SB 776 by Senator Nancy Skinner (D-Berkeley), would have expanded the types of police actions that would be subject to the CPRA to include additional use of force incidents, sustained findings of wrongful arrests and searches, as well as incidents involving prejudice or discrimination on the basis of specified protected classes. It also would have required every person employed as a peace officer to immediately report all uses of force by the officer to the officer’s department or agency. Additionally, the bill would have imposed a $1,000 civil fine per day for each day beyond 30 days that records subject to disclosure are not disclosed and would have entitled a requester who successfully sued for the release of records to obtain damages equal to twice the requester’s reasonable costs and attorney’s fees.

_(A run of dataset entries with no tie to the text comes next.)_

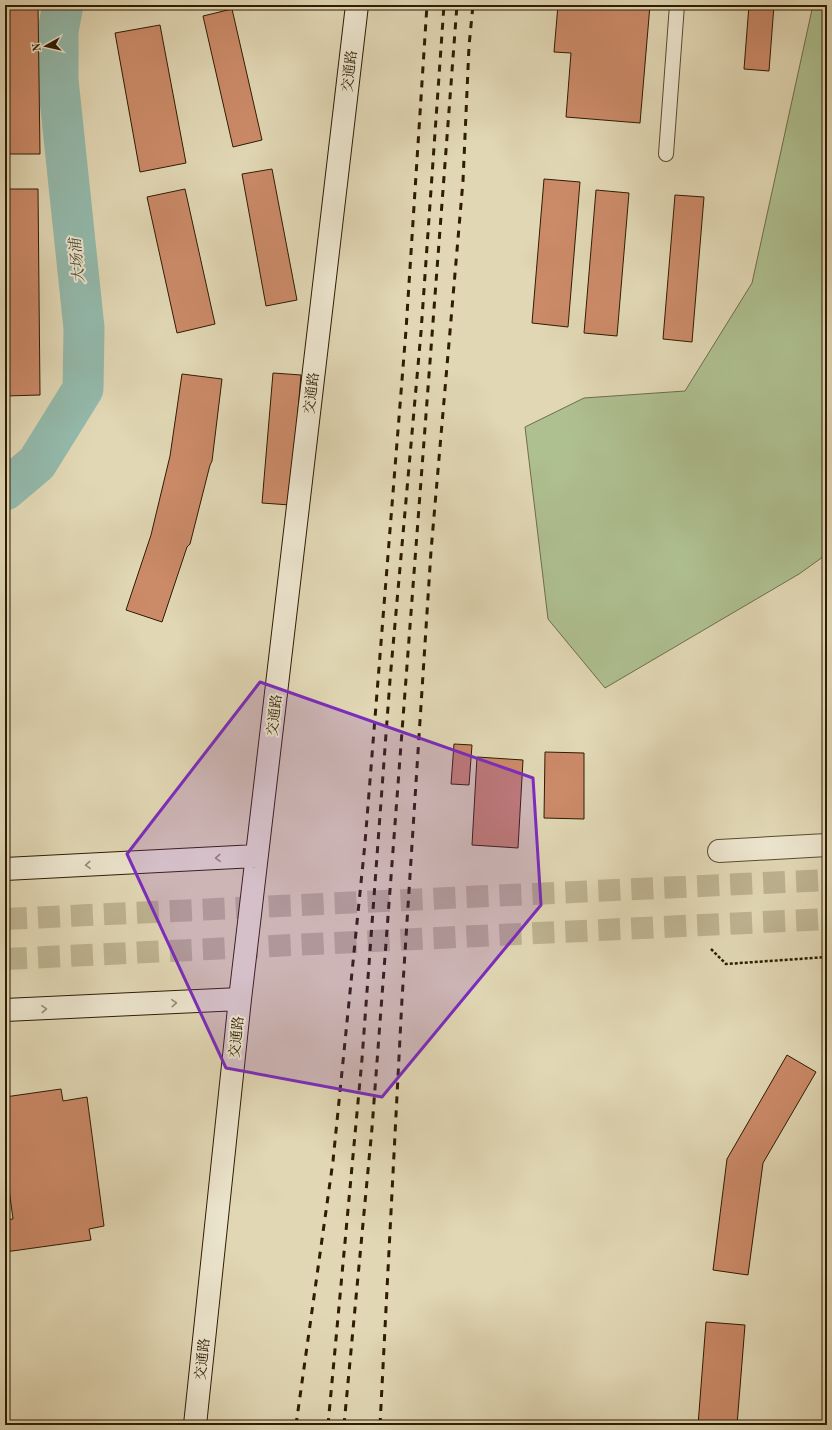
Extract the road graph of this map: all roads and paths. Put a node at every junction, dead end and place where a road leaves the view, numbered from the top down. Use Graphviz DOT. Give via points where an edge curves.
graph roads {
  1 [pos="357,5"];
  2 [pos="677,5"];
  3 [pos="666,154"];
  4 [pos="827,845"];
  5 [pos="719,851"];
  6 [pos="257,856"];
  7 [pos="5,869"];
  8 [pos="712,949"];
  9 [pos="827,957"];
  10 [pos="240,1000"];
  11 [pos="5,1010"];
  12 [pos="194,1425"];
  1 -- 6 [label="main road, 交通路"];
  2 -- 3 [label="lane"];
  4 -- 5 [label="main road"];
  6 -- 7 [label="main road, one-way"];
  6 -- 10 [label="main road, 交通路"];
  8 -- 9 [label="path" via="726,964"];
  11 -- 10 [label="main road, one-way"];
  10 -- 12 [label="main road, 交通路"];
}
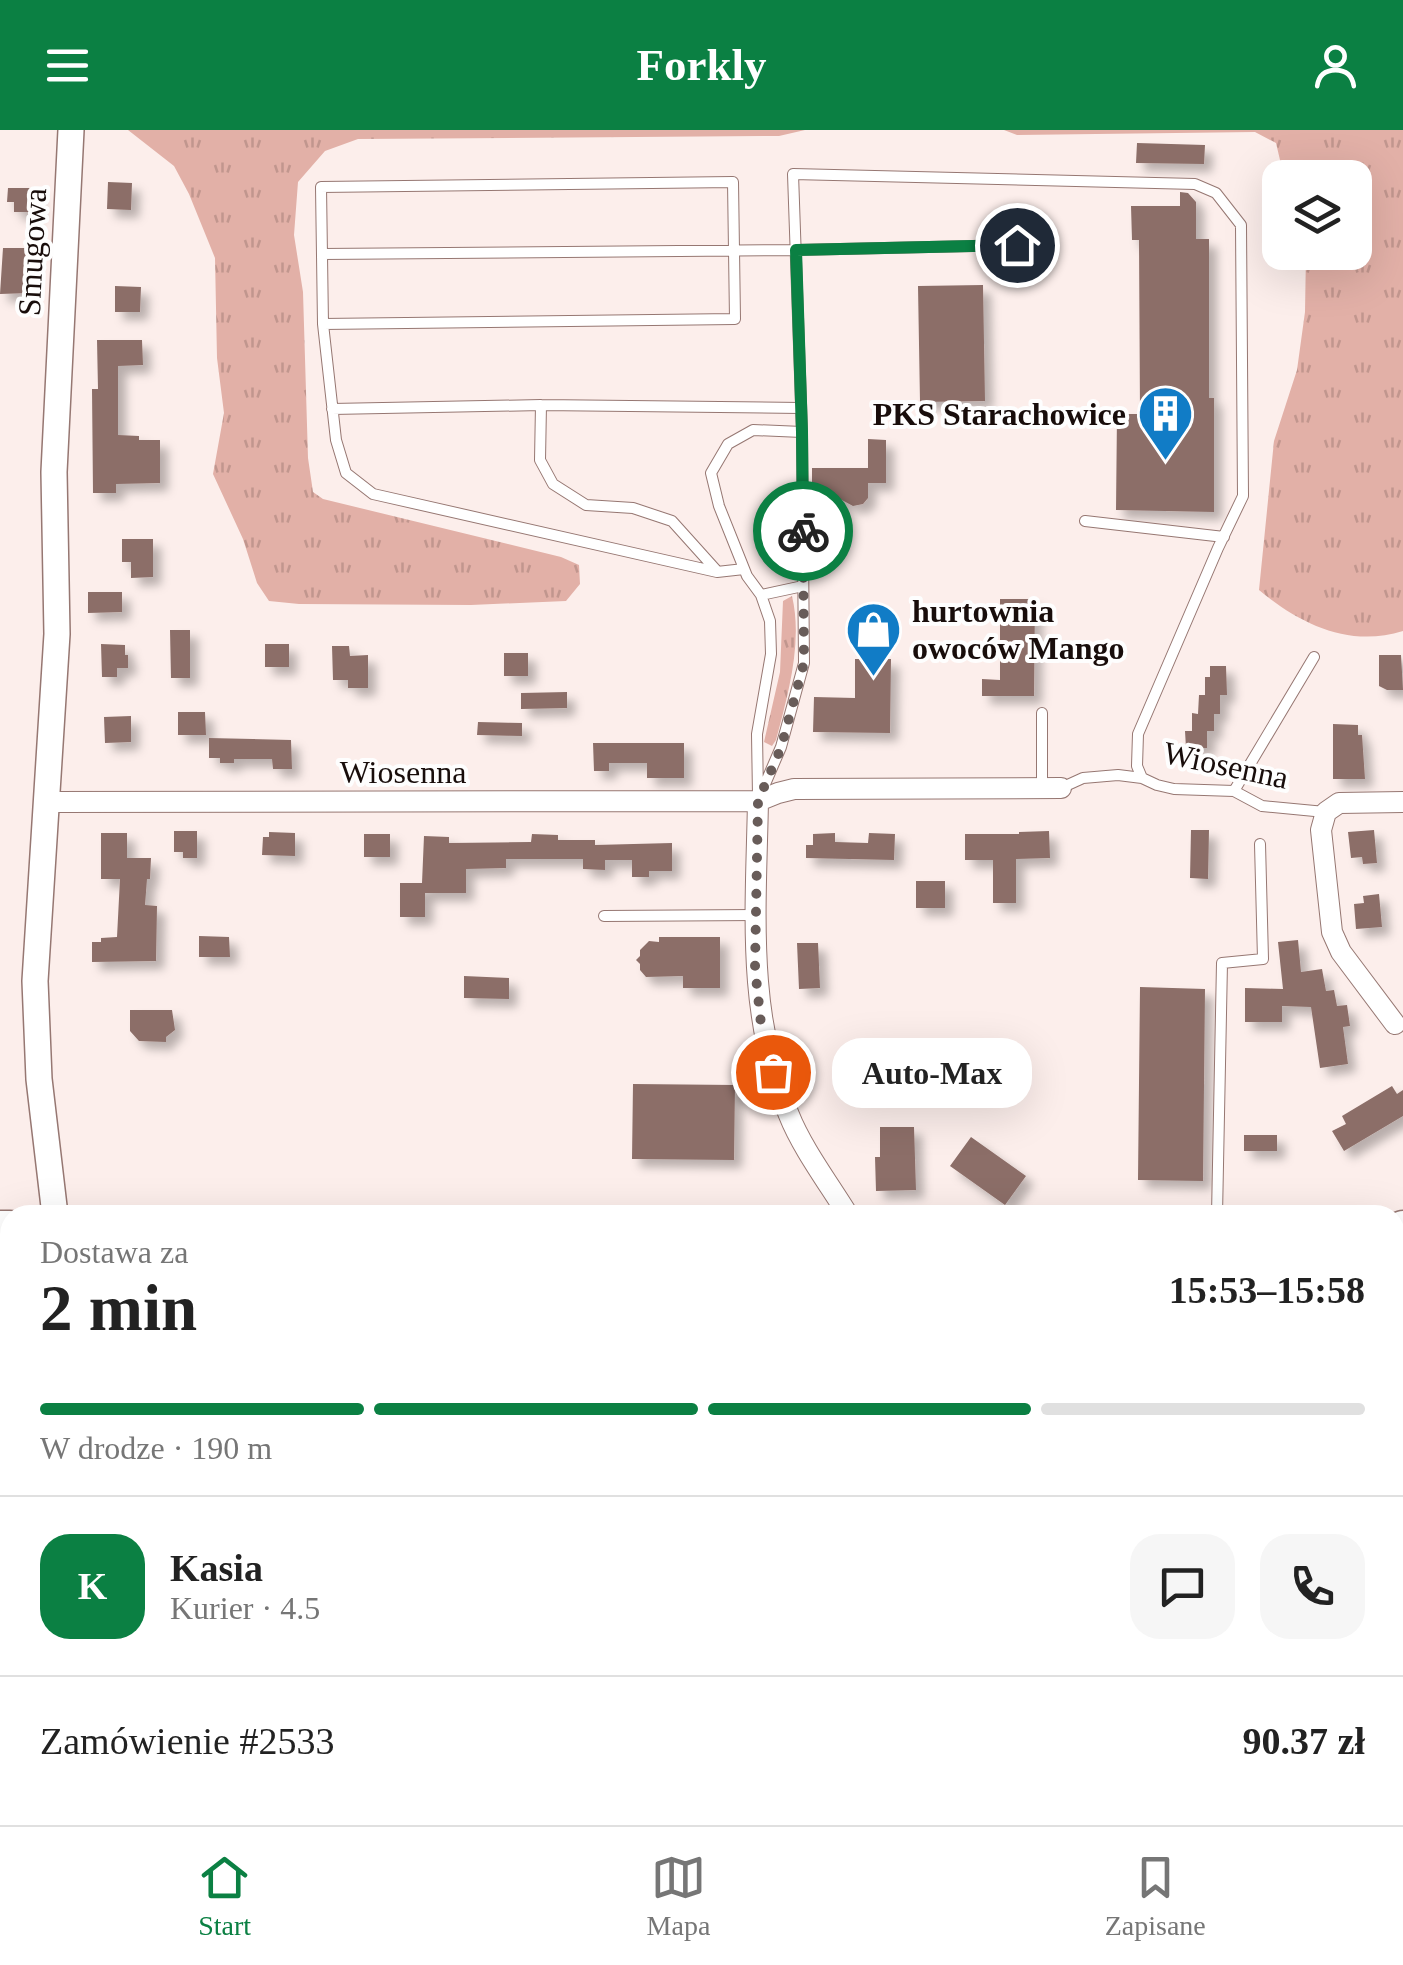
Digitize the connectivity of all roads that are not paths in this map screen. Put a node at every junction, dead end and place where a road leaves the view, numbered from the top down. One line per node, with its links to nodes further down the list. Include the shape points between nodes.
1 (71, 130): 25 (street, Smugowa, via 54,472 57,624)
2 (1017, 245): 4 (lane)
3 (734, 250): 4 (lane); 5 (lane); 5 (lane, via 733,182 321,187); 6 (lane, via 735,319)
4 (796, 250): 9 (lane); 14 (lane, via 793,174 1196,184 1216,194 1241,225 1243,496)
5 (322, 254): 6 (lane)
6 (323, 324): 10 (lane)
7 (541, 404): 8 (lane); 10 (lane); 16 (lane, via 540,460 553,484 586,504 633,508 672,521)
8 (752, 408): 9 (lane); 11 (lane)
9 (801, 408): 12 (lane)
10 (332, 409): 16 (lane, via 346,473 373,494)
11 (753, 430): 12 (lane); 15 (lane, via 728,444 711,474)
12 (802, 432): 17 (lane)
13 (1085, 522): 14 (lane)
14 (1224, 537): 21 (lane, via 1138,734)
15 (744, 569): 16 (lane); 18 (lane)
16 (717, 572)
17 (803, 586): 18 (lane); 24 (lane, via 804,663 781,748)
18 (760, 595): 24 (lane, via 770,621 771,654 757,734)
19 (1314, 657): 23 (lane)
20 (1042, 712): 22 (lane)
21 (1142, 778): 22 (lane, Wiosenna, via 1092,776); 23 (lane, Wiosenna, via 1174,790)
22 (1052, 788): 24 (street, Wiosenna, via 794,789)
23 (1234, 790): 27 (lane, Wiosenna, via 1262,806)
24 (758, 801): 25 (street, Wiosenna); 29 (street)
25 (48, 802): 32 (street, Smugowa, via 35,980)
26 (1403, 802): 27 (street, Wiosenna, via 1339,804)
27 (1326, 812): 31 (street, Wiosenna, via 1321,830 1332,932 1340,952)
28 (1260, 844): 34 (lane, via 1263,959 1222,964)
29 (756, 915): 30 (lane); 33 (street, via 758,997 773,1072 790,1118)
30 (604, 916)
31 (1400, 1028)
32 (54, 1205)
33 (842, 1205)
34 (1217, 1205)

AB 3035 by Assembly member Jim Patterson (R-Fresno), was sponsored by the California State Sheriff’s Association, which claimed that one newspaper charged $9,000 to publish the notice making it difficult for local agencies strapped for revenue to pay the cost. This bill would also have allowed law enforcement agencies to post public notices on their websites or social media before euthanizing seized birds and animals was pulled from the calendar of the Senate Public Safety Committee and will not be moving forward.
AB 2372 by Assembly member Jacqui Irwin (D-Thousand Oaks) would have prohibited any report or notes pertaining to an autopsy report from being released, except to the family or next of kin of the victim/deceased, only after the investigation or prosecution was complete. As amended, the only other exception would be by a court order.
The bill was sponsored by the County of Ventura, which claims the bill is necessary to protect the privacy of victims and their families. The bill would, however, improperly shift the burden from agencies to the public to demonstrate why information should be available, even in circumstances of police shootings or COVID-19. CNPA strongly opposed this legislation, which died in the Assembly Public Safety Committee. Assembly member Irwin is passionate about the subject and it is expected to reintroduce the measure.